[Records from a dataset]
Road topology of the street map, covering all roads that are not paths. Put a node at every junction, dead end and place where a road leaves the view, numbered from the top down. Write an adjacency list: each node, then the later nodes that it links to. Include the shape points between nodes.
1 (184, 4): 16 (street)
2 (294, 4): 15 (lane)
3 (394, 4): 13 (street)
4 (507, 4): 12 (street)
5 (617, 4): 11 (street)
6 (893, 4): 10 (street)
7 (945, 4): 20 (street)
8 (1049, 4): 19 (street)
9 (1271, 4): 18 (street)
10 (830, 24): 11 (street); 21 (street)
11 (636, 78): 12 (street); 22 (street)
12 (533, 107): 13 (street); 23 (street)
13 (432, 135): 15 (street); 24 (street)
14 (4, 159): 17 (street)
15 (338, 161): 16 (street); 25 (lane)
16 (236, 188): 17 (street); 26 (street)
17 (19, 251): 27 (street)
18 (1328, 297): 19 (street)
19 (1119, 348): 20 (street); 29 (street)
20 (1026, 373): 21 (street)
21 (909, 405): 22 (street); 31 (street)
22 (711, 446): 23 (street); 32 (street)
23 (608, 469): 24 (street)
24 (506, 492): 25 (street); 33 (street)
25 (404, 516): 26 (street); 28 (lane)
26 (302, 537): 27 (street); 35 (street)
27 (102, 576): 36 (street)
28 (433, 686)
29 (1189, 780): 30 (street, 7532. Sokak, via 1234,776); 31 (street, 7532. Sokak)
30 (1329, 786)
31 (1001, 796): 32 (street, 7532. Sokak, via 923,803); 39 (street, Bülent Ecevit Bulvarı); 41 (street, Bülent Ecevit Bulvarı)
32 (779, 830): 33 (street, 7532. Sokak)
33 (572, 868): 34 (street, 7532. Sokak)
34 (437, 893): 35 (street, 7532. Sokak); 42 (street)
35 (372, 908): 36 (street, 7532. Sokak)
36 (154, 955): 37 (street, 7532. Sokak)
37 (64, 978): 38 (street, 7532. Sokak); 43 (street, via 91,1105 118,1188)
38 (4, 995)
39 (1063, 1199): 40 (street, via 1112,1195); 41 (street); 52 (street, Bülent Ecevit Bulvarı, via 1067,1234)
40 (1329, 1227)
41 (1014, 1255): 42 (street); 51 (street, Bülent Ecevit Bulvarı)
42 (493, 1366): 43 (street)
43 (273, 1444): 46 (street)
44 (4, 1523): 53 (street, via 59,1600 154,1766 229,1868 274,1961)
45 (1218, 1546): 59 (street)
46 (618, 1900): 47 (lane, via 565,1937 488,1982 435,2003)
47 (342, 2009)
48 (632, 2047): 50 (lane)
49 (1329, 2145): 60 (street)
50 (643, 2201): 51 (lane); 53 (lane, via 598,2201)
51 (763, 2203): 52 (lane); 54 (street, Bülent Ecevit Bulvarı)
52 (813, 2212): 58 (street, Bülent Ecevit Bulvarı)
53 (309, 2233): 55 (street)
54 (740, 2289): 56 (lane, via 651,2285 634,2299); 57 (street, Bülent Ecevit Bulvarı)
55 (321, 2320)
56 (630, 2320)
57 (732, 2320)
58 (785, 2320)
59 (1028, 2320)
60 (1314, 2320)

[YOUR GOAL]
Within the records above, each line containing "Sokak" is to be returned.

[TASK ANSWER]
29 (1189, 780): 30 (street, 7532. Sokak, via 1234,776); 31 (street, 7532. Sokak)
31 (1001, 796): 32 (street, 7532. Sokak, via 923,803); 39 (street, Bülent Ecevit Bulvarı); 41 (street, Bülent Ecevit Bulvarı)
32 (779, 830): 33 (street, 7532. Sokak)
33 (572, 868): 34 (street, 7532. Sokak)
34 (437, 893): 35 (street, 7532. Sokak); 42 (street)
35 (372, 908): 36 (street, 7532. Sokak)
36 (154, 955): 37 (street, 7532. Sokak)
37 (64, 978): 38 (street, 7532. Sokak); 43 (street, via 91,1105 118,1188)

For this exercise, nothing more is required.